Comment se porte l’Apr dans le département de  Dakar ?
L’Apr à Dakar se porte très bien. Il est vrai que nous avions eu des échéances par le passé, qui ont été difficiles par périodes, notamment lors des dernières élections locales. Depuis, l’Alliance pour la République s’est quand même ressaisie et Benno bokk yaakar a gagné toutes les consultations qui ont été au suffrage universel. Cela veut dire que nous sommes sur une bonne tendance qu’il faut consolider. Peut-être que des jours heureux nous attendent encore à l’avenir.
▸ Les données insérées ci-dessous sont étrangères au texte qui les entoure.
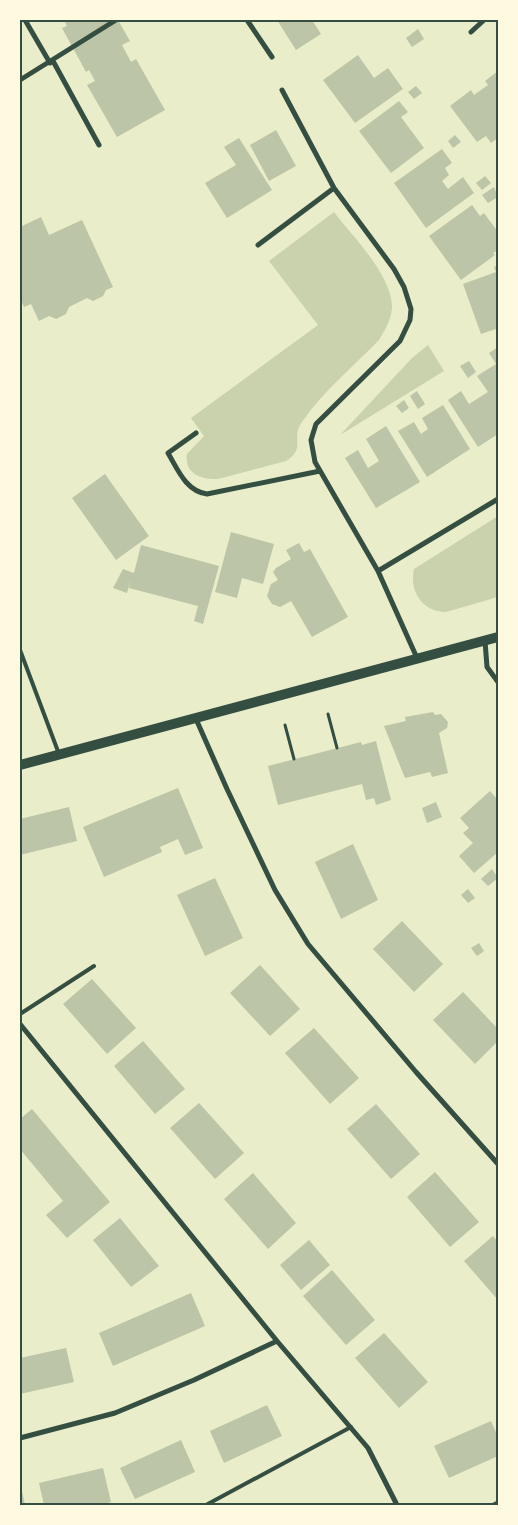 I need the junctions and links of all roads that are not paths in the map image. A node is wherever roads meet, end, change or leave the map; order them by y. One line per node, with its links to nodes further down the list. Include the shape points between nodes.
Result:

Votre parti ne souffre-t-il pas d’un problème de leadership avec ses querelles internes ?
Je ne crois pas qu’on puisse parler de désordre dans nos rangs. On peut, par contre, décrire une culture politique nationale qui, effectivement, doit évoluer. Mais cela n’est pas le propre de l’Apr. On peut citer ce qui se passe au Pds, avec l’exclusion de certains de ses membres récemment. Il y a aussi des querelles à l’Afp ou encore au Parti socialiste. Maintenant, pour ce qui se passe à l’Alliance pour la République, c’est aussi un signe de vitalité du parti. Mais lorsque ça dérape sur la violence physique ou verbale, cela ne peut pas être encouragé. Donc, ce n’est pas signe d’un désordre dans notre parti, bien au contraire, nous en sommes à la mobilisation générale, d’autant plus que nous avons des arguments à mettre sur la table. Parce que ce pays refuse désormais de parler de bilan, des conditions de nos concitoyens et, en l’occurrence, de l’amélioration des conditions de vie de nos concitoyens. Plus personne ne veut poser ce genre de débat. C’est d’ailleurs triste puisque le discours et le combat politiques devraient logiquement porter sur les préoccupations des citoyens. Mais malheureusement, notre débat public est en train d’être dévoyé et de porter sur tout, sauf l’essentiel qui est l’action publique au bénéfice des citoyens. Nous avons posé des actes révolutionnaires dans l’intérêt des populations, mais que malheureusement nos adversaires politiques en face et, au demeurant, le débat public ne permettent de rendre visibles.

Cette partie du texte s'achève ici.